I question the whole concept of electrocution by dropping a mains connected item into the tub.
Electricity takes the route of least resistance. If the hot and neutral wires are in the water, the current will flow directly between them. Likely tripping the breaker. Why would the current choose to flow through the water, to a human body of much higher resistance and then back to the other wire?
To actually happen, the water would have to only contact the live wire, then go through the water to a place of lower potential. Again, is a human body the best path to the lower potential, which would be some point connected to ground or neutral.
Worst case scenario is being in a tub full of water that actually is connected to ground via plumbing. Reaching out and grabbing an electrical device. If your wet hand actually somehow provides a path, then you are now the best conductor between the hot wire and the grounded bath water.
But. My bathtub is not grounded. All connections to it are plastic. Many are as such these days. Better protection against murder attempts. Better just cut the brake lines honey.
Electricty takes all routes simultaneously in inverse proportion to their resistance.
Most significantly for safety, the potentially fatal dose of electricity is vastly smaller than e.g.20A at 120V. Your body csn be the 8th (or 20th) least resistive path and still absorb a far more than lethal dose.
For damned surevtge adventnofbplasticctibs and pmatic plumbing and portable appliances with plastic cases has been a huge boon to electrical safety even before we add GFCIs, quick acting magnetic circuit breakers, polarized plugs, dedicated ground wires, etc.

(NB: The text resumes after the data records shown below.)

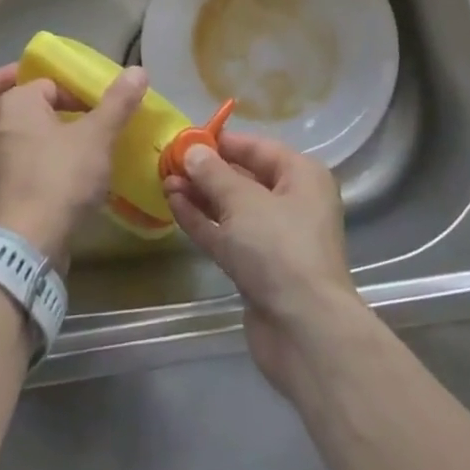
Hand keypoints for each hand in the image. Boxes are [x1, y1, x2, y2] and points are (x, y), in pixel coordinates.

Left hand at [0, 63, 147, 267]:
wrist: (25, 246)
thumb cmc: (59, 178)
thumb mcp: (97, 137)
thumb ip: (117, 103)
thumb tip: (137, 71)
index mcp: (13, 104)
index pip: (43, 82)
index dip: (71, 91)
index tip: (93, 108)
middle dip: (8, 88)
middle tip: (39, 96)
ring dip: (11, 123)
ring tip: (45, 128)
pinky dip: (14, 153)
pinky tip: (45, 164)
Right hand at [163, 132, 365, 393]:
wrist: (304, 331)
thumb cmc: (279, 248)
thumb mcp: (243, 201)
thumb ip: (213, 174)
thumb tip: (192, 151)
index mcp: (302, 176)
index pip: (258, 148)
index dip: (222, 142)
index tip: (187, 137)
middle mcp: (292, 202)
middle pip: (244, 178)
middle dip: (207, 171)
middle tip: (168, 161)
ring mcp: (275, 239)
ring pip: (232, 209)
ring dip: (200, 196)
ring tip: (164, 181)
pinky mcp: (258, 269)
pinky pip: (227, 236)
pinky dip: (203, 222)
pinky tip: (174, 206)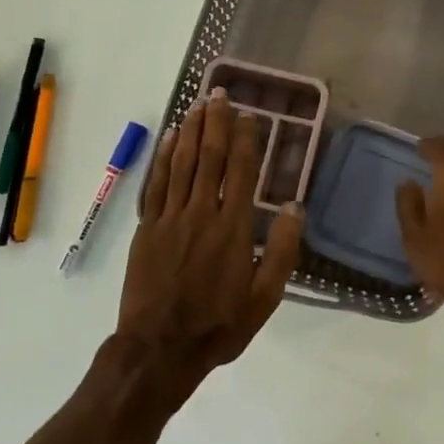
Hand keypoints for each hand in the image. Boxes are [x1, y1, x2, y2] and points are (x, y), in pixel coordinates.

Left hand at [117, 92, 301, 399]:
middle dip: (215, 123)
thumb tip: (294, 206)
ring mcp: (170, 218)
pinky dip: (164, 157)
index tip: (249, 115)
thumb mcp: (264, 297)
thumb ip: (281, 250)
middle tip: (219, 94)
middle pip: (209, 157)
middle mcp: (201, 213)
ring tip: (197, 104)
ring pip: (181, 163)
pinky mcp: (148, 228)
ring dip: (190, 130)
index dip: (245, 139)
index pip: (240, 171)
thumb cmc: (218, 324)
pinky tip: (170, 137)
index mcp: (232, 228)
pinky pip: (157, 183)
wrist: (159, 350)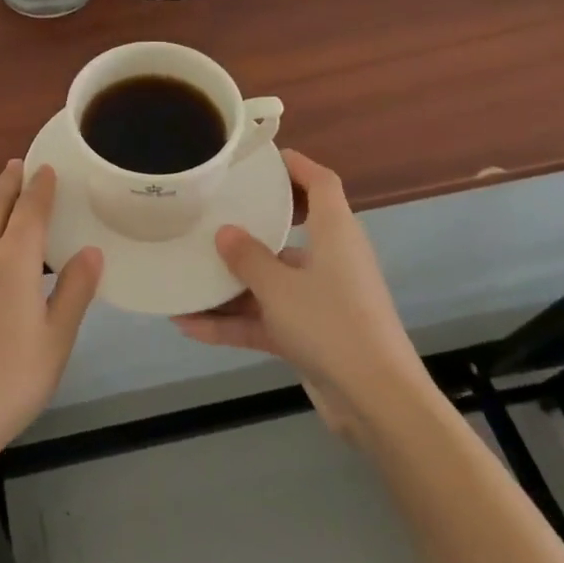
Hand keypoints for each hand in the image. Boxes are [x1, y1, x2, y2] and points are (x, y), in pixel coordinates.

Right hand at [172, 151, 421, 429]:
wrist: (377, 403)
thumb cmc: (331, 324)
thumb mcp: (279, 287)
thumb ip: (248, 257)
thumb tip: (225, 232)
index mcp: (335, 232)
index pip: (321, 183)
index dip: (295, 165)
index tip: (261, 159)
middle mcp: (331, 259)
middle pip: (291, 230)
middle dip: (251, 224)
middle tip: (212, 211)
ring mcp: (322, 299)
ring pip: (272, 280)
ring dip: (231, 284)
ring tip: (186, 274)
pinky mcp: (313, 334)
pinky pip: (268, 317)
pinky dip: (235, 321)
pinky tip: (190, 326)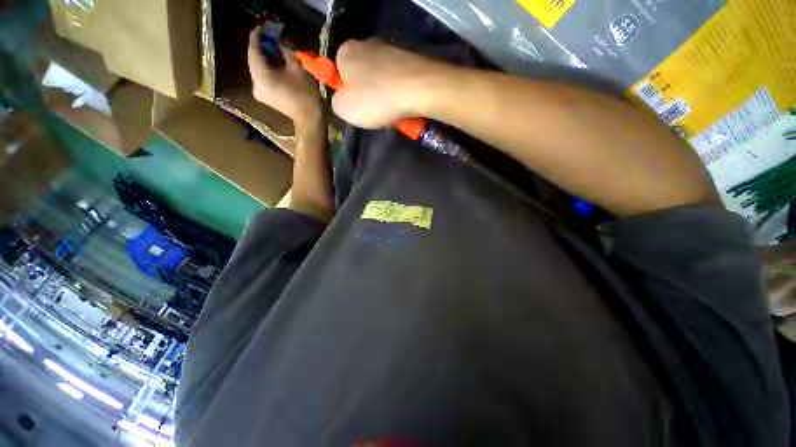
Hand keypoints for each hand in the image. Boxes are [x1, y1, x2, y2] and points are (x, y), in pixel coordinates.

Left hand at [248, 26, 321, 125]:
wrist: (309, 119)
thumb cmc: (305, 94)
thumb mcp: (297, 68)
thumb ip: (284, 51)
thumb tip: (278, 41)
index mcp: (261, 75)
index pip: (253, 49)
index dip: (257, 35)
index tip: (263, 25)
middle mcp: (255, 83)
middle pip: (253, 59)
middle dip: (261, 46)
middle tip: (269, 35)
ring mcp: (258, 91)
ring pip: (257, 68)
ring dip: (264, 57)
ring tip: (273, 48)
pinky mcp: (264, 96)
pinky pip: (261, 77)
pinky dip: (266, 68)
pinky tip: (274, 63)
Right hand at [331, 39, 447, 127]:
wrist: (417, 89)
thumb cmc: (375, 99)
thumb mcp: (343, 108)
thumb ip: (336, 103)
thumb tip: (343, 100)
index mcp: (346, 52)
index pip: (338, 73)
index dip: (345, 94)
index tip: (355, 109)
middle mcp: (367, 44)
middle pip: (361, 78)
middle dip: (367, 98)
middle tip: (374, 115)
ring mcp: (391, 50)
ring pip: (381, 82)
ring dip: (384, 100)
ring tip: (391, 115)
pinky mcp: (410, 60)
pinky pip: (398, 83)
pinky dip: (398, 96)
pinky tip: (403, 107)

I just want to take a moment to say that something that’s always bugged me is the idiom “water and electricity don’t mix”. They mix just fine, what people should be saying is “you shouldn’t mix water and electricity”.
(and I’m well aware that pure/clean water won’t conduct electricity well, but that’s not the point)
If it truly is electrically floating, there may not be a shock at all. It would be sort of like when birds perch on a high voltage power line. They are connected to the line, possibly at thousands of volts but not to ground. There is no path, so current does not flow.
Very large birds, like eagles can come in contact with two wires at different voltages. They get cooked.
Once in awhile squirrels or such jump between the wire and the pole or suspension insulators. If they goof & bridge the gap the results are instant. The YouTubes are sad and funny at the same time.
In short, while you might conceivably manage to kill someone this way, it’s clumsy, overly complicated and unreliable. Like most murder mystery plot devices.
Fellow I know told the story of someone hunting moose up north. They’d climbed the transmission tower to get a good view looking for moose. They were smart enough not to touch anything close to the actual wires or insulators. However, those wires are hundreds of thousands of volts, and he got close enough to get an arc to the metal tower. On the plus side, he tripped the breaker back at the generating station, so his buddy could get him down safely. On the plusser side, apparently the Hydro company people were doing some maintenance on the line somewhere, so the automatic reset was not enabled, or there would be two fried hunters. And amazingly enough, a few days in the hospital and he was out again, to get plenty of razzing from his buddies - and no moose.
The main reason we don’t try to run residential electrical systems isolated from ground is that mother nature tends to randomly insert ground connections into your system. Better to have a dedicated ground than a random grounding system.
Your bathtub may very well be grounded (at least well enough to cause a shock hazard) if the water is running or if the water is draining. The water itself provides the ground path.
One such suicidal squirrel managed to short out a main transformer in the substation closest to my house. He managed to take out power for about 5,000 people.